El Gobierno, frente a una sociedad sin miedo
Puntual, a la hora señalada, comenzó la protesta social ("banderazo", se llama ahora) más multitudinaria que se haya hecho contra el gobierno de Alberto Fernández. Han pasado solo ocho meses desde que accedió al poder y ya es la tercera vez que la rebeldía de una franja importante de la sociedad lo asedia hasta en la casona de Olivos. ¿Motivos? Hubo muchos, pero quizá sea el reclamo por lo que está pasando en la Justicia el más claro de todos. Podrían incluirse desde la persecución a jueces y fiscales que investigaron la corrupción de la era kirchnerista hasta la amnistía encubierta a Cristóbal López, que esconde también la posibilidad de que este pueda pagar sus fraudes al Estado en cómodas cuotas. La reforma judicial y la ampliación de la Corte fueron conflictos muy destacados por la gente común que protestó. Hasta a los jueces de la Corte Suprema les es difícil creer que muchos argentinos hayan salido a la calle para pedir por ellos. Son los milagros que hace posibles el kirchnerismo. Pero, ¿por qué dejar de lado el reclamo implícito de no pocos ciudadanos contra los métodos patoteros del sindicalismo que encarna Hugo Moyano y que ya acorraló a importantes empresas privadas? Hay ciertas cosas en la vida pública que regresaron tal como se fueron en 2015. La sociedad no es la misma de entonces.
Es extraño, pero miles de argentinos salieron a la calle a pie o en auto (o a la ventana de sus casas) para protestar por una decisión eventual que para muchos de ellos es solo un jeroglífico. La reforma judicial está redactada (y explicada) de manera técnica y confusa; ese lenguaje es a veces necesario, pero también es cierto que el Gobierno lo hace más hermético. La propia ampliación de la Corte Suprema, la más grande ambición de una parte significativa del oficialismo, está también presentada con artimañas retóricas. No la queremos, pero la necesitamos. Es lo mismo, pero dicho al revés. A pesar de tanta maleza, un núcleo importante de la sociedad descubrió el centro de la cuestión: intuye que se quieren quedar con la Justicia y no volver nunca más a los tribunales, que aspiran a la impunidad y promueven la venganza. Sería injusto decir que toda la alianza peronista gobernante tiene ese mismo proyecto, pero es el propósito de que quien demostró hasta ahora ser dueña del mayor porcentaje de acciones dentro de esa coalición.

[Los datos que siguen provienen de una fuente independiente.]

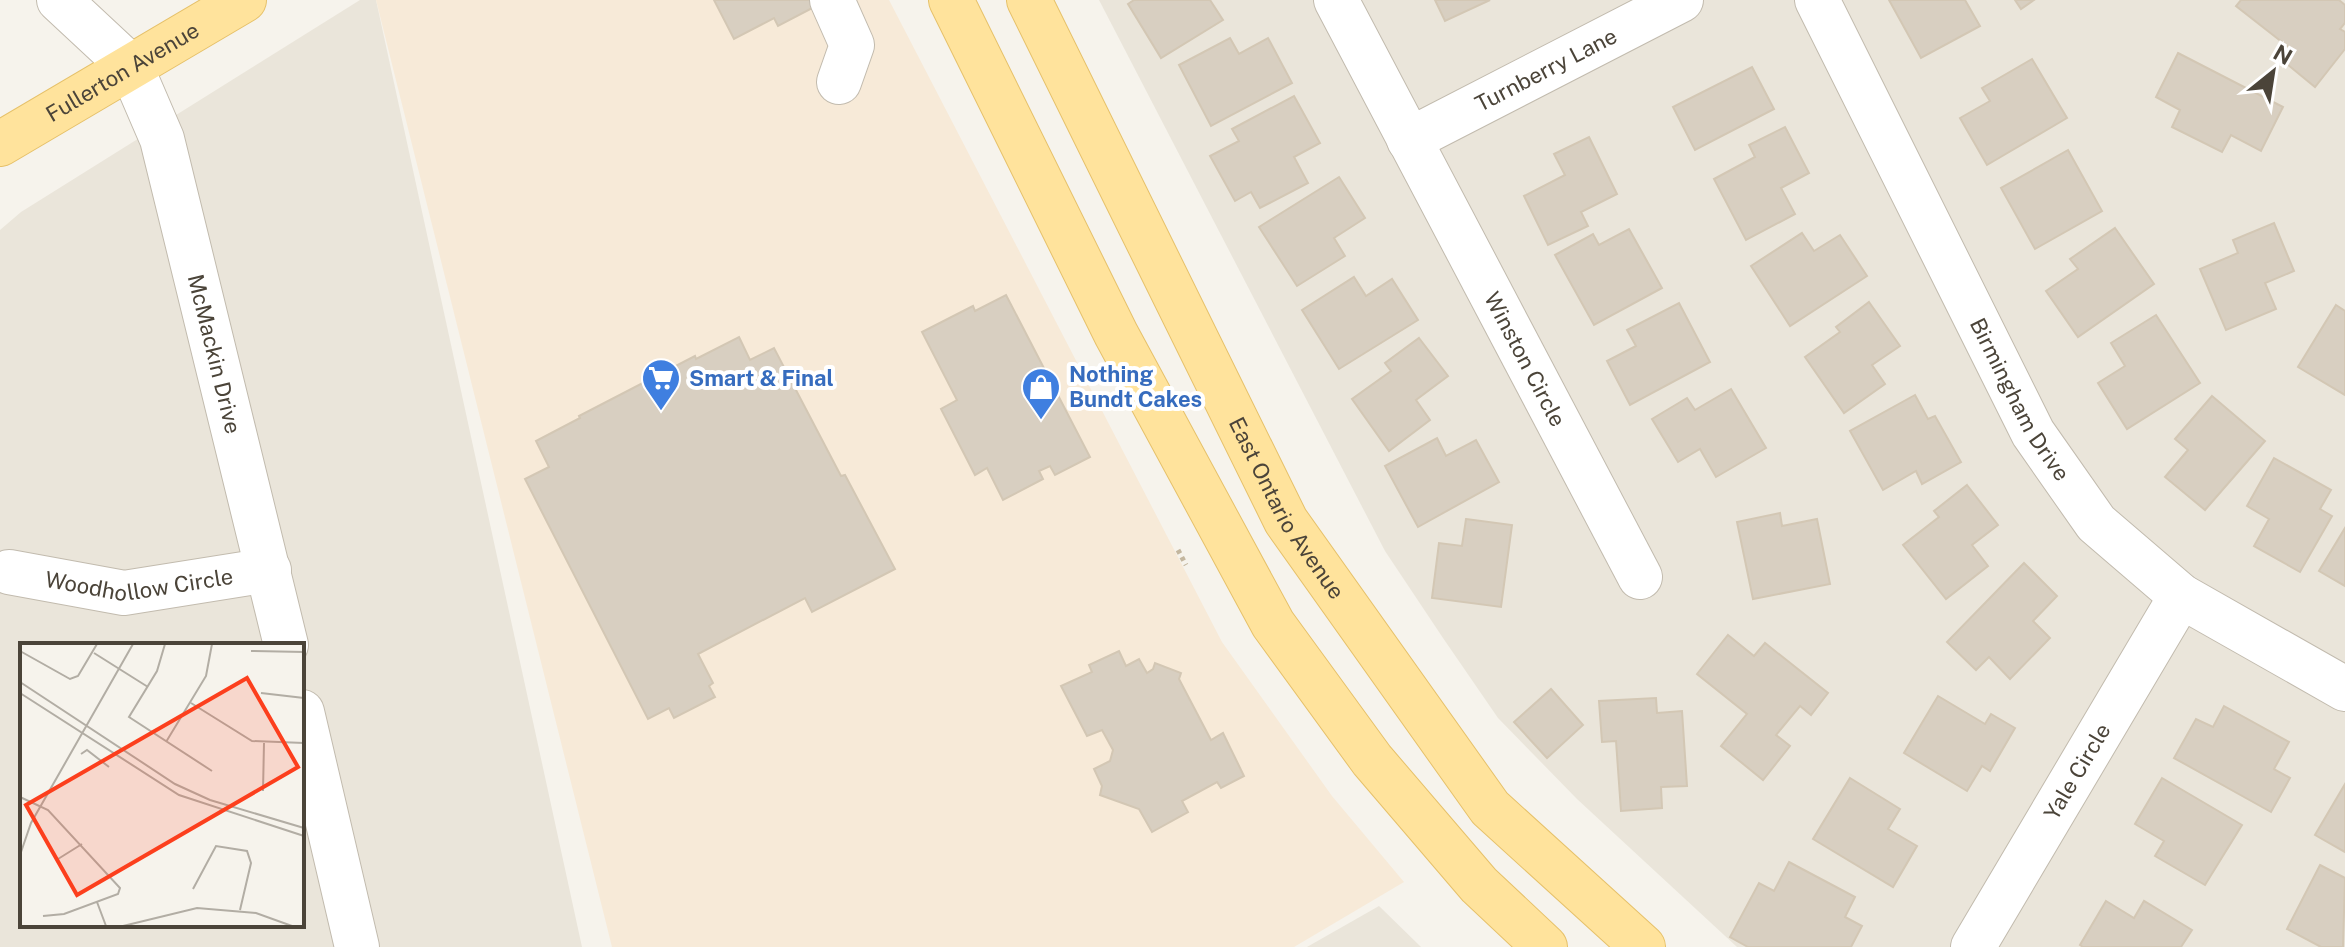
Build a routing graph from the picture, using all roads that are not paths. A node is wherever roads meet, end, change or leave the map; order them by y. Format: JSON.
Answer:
{"nodes":[{"id":1,"x":59,"y":0,"type":"edge"},
{"id":2,"x":244,"y":0,"type":"edge"},
{"id":3,"x":832,"y":0,"type":"edge"},
{"id":4,"x":951,"y":0,"type":"edge"},
{"id":5,"x":1029,"y":0,"type":"edge"},
{"id":6,"x":1336,"y":0,"type":"edge"},
{"id":7,"x":1681,"y":0,"type":"edge"},
{"id":8,"x":1817,"y":0,"type":"edge"},
{"id":9,"x":131,"y":67,"type":"junction"},
{"id":10,"x":839,"y":82,"type":"dead end"},
{"id":11,"x":1409,"y":140,"type":"junction"},
{"id":12,"x":0,"y":144,"type":"edge"},
{"id":13,"x":1216,"y":519,"type":"junction"},
{"id":14,"x":269,"y":570,"type":"junction"},
{"id":15,"x":9,"y":572,"type":"dead end"},
{"id":16,"x":1640,"y":577,"type":"dead end"},
{"id":17,"x":2181,"y":596,"type":"junction"},
{"id":18,"x":286,"y":643,"type":"edge"},
{"id":19,"x":2345,"y":689,"type":"edge"},
{"id":20,"x":304,"y":721,"type":"edge"},
{"id":21,"x":1490,"y":808,"type":"junction"},
{"id":22,"x":357,"y":947,"type":"edge"},
{"id":23,"x":1545,"y":947,"type":"edge"},
{"id":24,"x":1643,"y":947,"type":"edge"},
{"id":25,"x":1973,"y":947,"type":"edge"}],
"edges":[{"from":1,"to":9,"type":"street"},
{"from":2,"to":9,"type":"main road","name":"Fullerton Avenue"},
{"from":3,"to":10,"type":"street"},
{"from":4,"to":13,"type":"main road"},
{"from":5,"to":21,"type":"main road","name":"East Ontario Avenue"},
{"from":6,"to":11,"type":"street","name":"Winston Circle"},
{"from":7,"to":11,"type":"street","name":"Turnberry Lane"},
{"from":8,"to":17,"type":"street","name":"Birmingham Drive"},
{"from":9,"to":12,"type":"main road","name":"Fullerton Avenue"},
{"from":9,"to":14,"type":"street","name":"McMackin Drive"},
{"from":11,"to":16,"type":"street","name":"Winston Circle"},
{"from":13,"to":21,"type":"main road"},
{"from":13,"to":23,"type":"main road"},
{"from":14,"to":15,"type":"street","name":"Woodhollow Circle"},
{"from":14,"to":18,"type":"street","name":"McMackin Drive"},
{"from":17,"to":19,"type":"street","name":"Birmingham Drive"},
{"from":17,"to":25,"type":"street","name":"Yale Circle"},
{"from":20,"to":22,"type":"street"},
{"from":21,"to":24,"type":"main road","name":"East Ontario Avenue"}]}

Cristina no habla de la injerencia de la política en la Justicia ni de le influencia de los servicios de inteligencia. Esas son cosas de Alberto Fernández, no de ella
Alberto Fernández tiene dos problemas. Uno es su socia, Cristina Kirchner, que no acepta el atajo discursivo del Presidente. Este empezó su mandato promoviendo modificaciones en la Justicia a las que nadie honestamente podría oponerse: no injerencia de la política ni de los servicios de inteligencia en los tribunales y trámites más rápidos para llegar a las resoluciones de los jueces. Quizás era su forma de arribar al mismo lugar que quiere Cristina, pero por un camino más amable. No pudo. Cristina es explícita. Su abogado personal, Carlos Beraldi, debe estar en la comisión que analizará el futuro de la Corte Suprema; el procurador general (jefe de los fiscales), Eduardo Casal, debe ser presionado hasta renunciar solo porque ella no lo controla, por más injusta que sea la maniobra; los jueces de la Cámara Federal Pablo Bertuzzi y Leopoldo Bruglia, que la condenaron a ella y que podrían resolver sobre futuros casos de Mauricio Macri, deben ser trasladados de ese lugar decisivo para poder poner jueces amigos; y el juez Germán Castelli, designado en el tribunal oral que juzgará la causa de los cuadernos, la escandalosa crónica de la corrupción kirchnerista, se debe ir de ese tribunal. Cristina no habla de la injerencia de la política en la Justicia ni de le influencia de los servicios de inteligencia. Esas son cosas de Alberto Fernández, no de ella. Cristina solo anuncia ansiosamente la que quiere. El discurso es del otro.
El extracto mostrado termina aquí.